[YOUR GOAL]
Where an entry contains a picture, omit the picture and repeat the rest exactly.
--- START ---
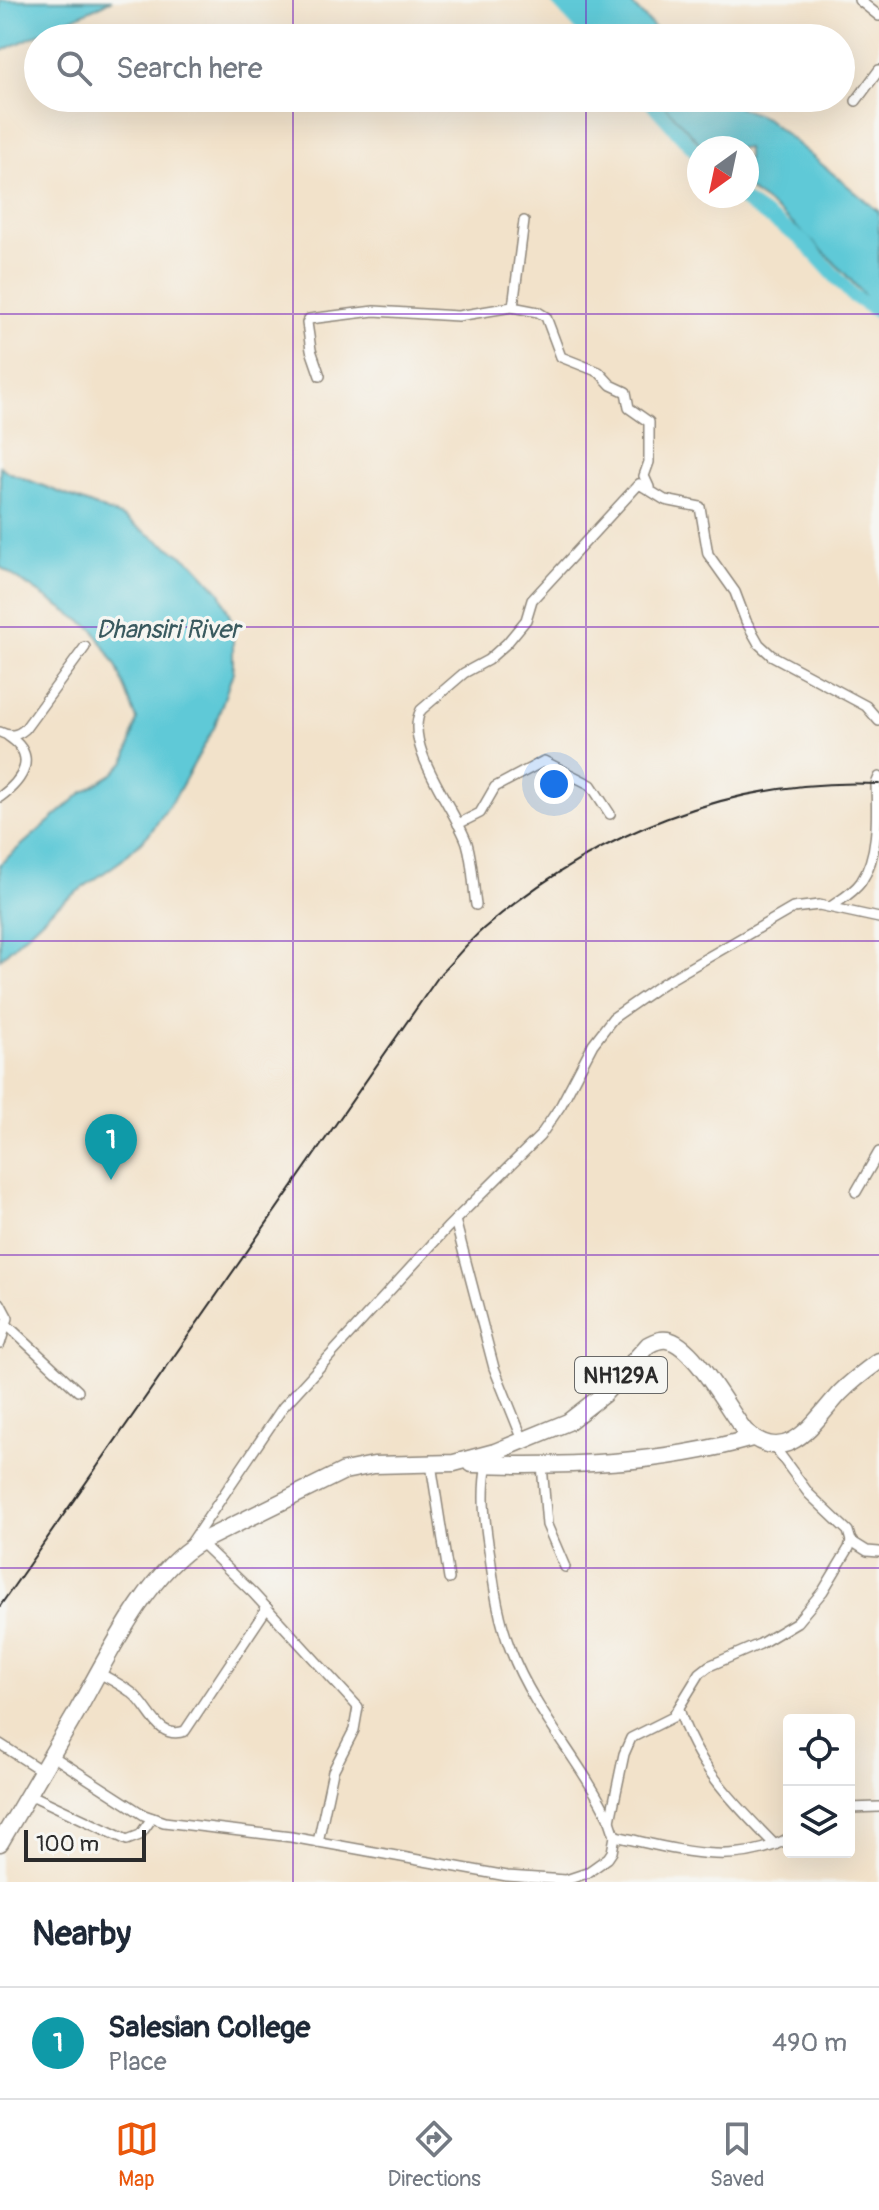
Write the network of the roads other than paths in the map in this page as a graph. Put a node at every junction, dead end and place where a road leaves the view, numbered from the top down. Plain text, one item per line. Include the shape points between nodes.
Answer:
1 (859, 0) edge
2 (879, 16) edge
3 (879, 70) edge
4 (856, 101) dead end
5 (524, 221) dead end
6 (513, 307) junction
7 (320, 376) dead end
8 (650, 490) junction
9 (85, 647) dead end
10 (879, 721) edge
11 (4, 734) edge
12 (879, 777) edge
13 (0, 797) edge
14 (610, 814) dead end
15 (458, 824) junction
16 (476, 905) dead end
17 (832, 906) junction
18 (879, 918) edge
19 (879, 1152) edge
20 (856, 1192) dead end
21 (455, 1220) junction
22 (0, 1303) edge
23 (8, 1326) junction
24 (0, 1344) edge
25 (879, 1361) edge
26 (78, 1391) dead end
27 (752, 1438) junction
28 (523, 1440) junction
29 (773, 1445) junction
30 (454, 1463) junction
31 (431, 1464) junction
32 (487, 1464) junction
33 (542, 1465) junction
34 (851, 1541) junction
35 (194, 1546) junction
36 (879, 1552) edge
37 (565, 1567) dead end
38 (449, 1579) dead end
39 (267, 1608) junction
40 (99, 1673) junction
41 (679, 1709) junction
42 (0, 1744) edge
43 (51, 1755) junction
44 (42, 1771) junction
45 (29, 1794) junction
46 (879, 1807) edge
47 (855, 1808) edge
48 (152, 1818) junction
49 (610, 1821) junction
50 (615, 1836) junction
51 (783, 1841) edge
52 (318, 1842) junction
53 (0, 1843) edge
54 (775, 1845) junction
55 (569, 1881) edge

1 - 2 street
3 - 4 street
5 - 6 street
6 - 7 street via 458,316 374,311 309,319
6 - 8 street via 543,314 561,357 599,372 627,393 629,408 650,424 644,476
8 - 10 street via 665,500 700,507 708,554 765,651 866,706
8 - 15 street via 638,485 535,596 526,620 507,643 419,714 419,745
9 - 11 street via 25,729 19,735
11 - 13 street via 23,750 26,763 17,782
12 - 17 street via 873,859 857,887
14 - 15 street via 591,785 544,761 495,787 480,813
15 - 16 street via 469,851
17 - 18 street
17 - 21 street via 806,904 783,912 620,1012 593,1044 540,1136
19 - 20 street
21 - 28 street via 494,1368
21 - 35 street via 283,1407
22 - 23 street
23 - 24 street
23 - 26 street
25 - 29 highway via 849,1384 802,1435
27 - 28 highway, NH129A via 686,1351 659,1340 580,1415
27 - 29 highway
27 - 33 highway, NH129A via 637,1460
28 - 30 highway, NH129A
29 - 34 street
30 - 31 highway, NH129A
30 - 32 highway, NH129A
31 - 35 highway, NH129A via 344,1471
31 - 38 street
32 - 33 highway, NH129A
32 - 49 street via 487,1535 510,1650
33 - 37 street via 547,1525
34 - 36 street
34 - 41 street via 805,1614 773,1637 704,1669
35 - 39 street
35 - 40 highway, NH129A via 159,1578
39 - 40 street via 178,1734 163,1730 133,1693
39 - 52 street via 358,1707 354,1730 333,1771
40 - 43 highway, NH129A
41 - 49 street via 668,1722 628,1741
41 - 54 street via 691,1744 721,1789
42 - 44 street
43 - 44 highway, NH129A
43 - 48 street
44 - 45 highway, NH129A
45 - 48 street via 127,1840 140,1835
45 - 53 highway, NH129A
46 - 47 street
48 - 52 street
49 - 50 street
50 - 54 street via 699,1855
50 - 55 street via 608,1858
51 - 54 street
52 - 55 street via 470,1871

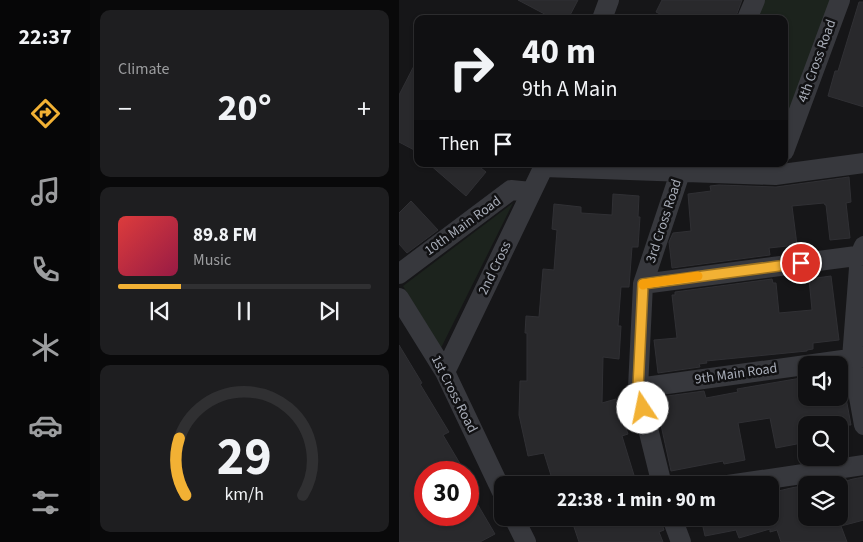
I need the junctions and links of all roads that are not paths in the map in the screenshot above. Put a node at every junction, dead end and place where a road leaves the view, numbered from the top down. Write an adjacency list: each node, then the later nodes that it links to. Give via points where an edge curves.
--- END ---
[ANSWER TO THIS PROBLEM]
Write the network of the roads other than paths in the map in this page as a graph. Put a node at every junction, dead end and place where a road leaves the view, numbered from the top down. Plain text, one item per line. Include the shape points between nodes.
Answer:
1 (859, 0) edge
2 (879, 16) edge
3 (879, 70) edge
4 (856, 101) dead end
5 (524, 221) dead end
6 (513, 307) junction
7 (320, 376) dead end
8 (650, 490) junction
9 (85, 647) dead end
10 (879, 721) edge
11 (4, 734) edge
12 (879, 777) edge
13 (0, 797) edge
14 (610, 814) dead end
15 (458, 824) junction
16 (476, 905) dead end
17 (832, 906) junction
18 (879, 918) edge
19 (879, 1152) edge
20 (856, 1192) dead end
21 (455, 1220) junction
22 (0, 1303) edge
23 (8, 1326) junction
24 (0, 1344) edge
25 (879, 1361) edge
26 (78, 1391) dead end
27 (752, 1438) junction
28 (523, 1440) junction
29 (773, 1445) junction
30 (454, 1463) junction
31 (431, 1464) junction
32 (487, 1464) junction
33 (542, 1465) junction
34 (851, 1541) junction
35 (194, 1546) junction
36 (879, 1552) edge
37 (565, 1567) dead end
38 (449, 1579) dead end
39 (267, 1608) junction
40 (99, 1673) junction
41 (679, 1709) junction
42 (0, 1744) edge
43 (51, 1755) junction
44 (42, 1771) junction
45 (29, 1794) junction
46 (879, 1807) edge
47 (855, 1808) edge
48 (152, 1818) junction
49 (610, 1821) junction
50 (615, 1836) junction
51 (783, 1841) edge
52 (318, 1842) junction
53 (0, 1843) edge
54 (775, 1845) junction
55 (569, 1881) edge

1 - 2 street
3 - 4 street
5 - 6 street
6 - 7 street via 458,316 374,311 309,319
6 - 8 street via 543,314 561,357 599,372 627,393 629,408 650,424 644,476
8 - 10 street via 665,500 700,507 708,554 765,651 866,706
8 - 15 street via 638,485 535,596 526,620 507,643 419,714 419,745
9 - 11 street via 25,729 19,735
11 - 13 street via 23,750 26,763 17,782
12 - 17 street via 873,859 857,887
14 - 15 street via 591,785 544,761 495,787 480,813
15 - 16 street via 469,851
17 - 18 street
17 - 21 street via 806,904 783,912 620,1012 593,1044 540,1136
19 - 20 street
21 - 28 street via 494,1368
21 - 35 street via 283,1407
22 - 23 street
23 - 24 street
23 - 26 street
25 - 29 highway via 849,1384 802,1435
27 - 28 highway, NH129A via 686,1351 659,1340 580,1415
27 - 29 highway
27 - 33 highway, NH129A via 637,1460
28 - 30 highway, NH129A
29 - 34 street
30 - 31 highway, NH129A
30 - 32 highway, NH129A
31 - 35 highway, NH129A via 344,1471
31 - 38 street
32 - 33 highway, NH129A
32 - 49 street via 487,1535 510,1650
33 - 37 street via 547,1525
34 - 36 street
34 - 41 street via 805,1614 773,1637 704,1669
35 - 39 street
35 - 40 highway, NH129A via 159,1578
39 - 40 street via 178,1734 163,1730 133,1693
39 - 52 street via 358,1707 354,1730 333,1771
40 - 43 highway, NH129A
41 - 49 street via 668,1722 628,1741
41 - 54 street via 691,1744 721,1789
42 - 44 street
43 - 44 highway, NH129A
43 - 48 street
44 - 45 highway, NH129A
45 - 48 street via 127,1840 140,1835
45 - 53 highway, NH129A
46 - 47 street
48 - 52 street
49 - 50 street
50 - 54 street via 699,1855
50 - 55 street via 608,1858
51 - 54 street
52 - 55 street via 470,1871

I need the junctions and links of all roads that are not paths in the map in the screenshot above. Put a node at every junction, dead end and place where a road leaves the view, numbered from the top down. Write an adjacency list: each node, then the later nodes that it links to. Give via points where an edge curves.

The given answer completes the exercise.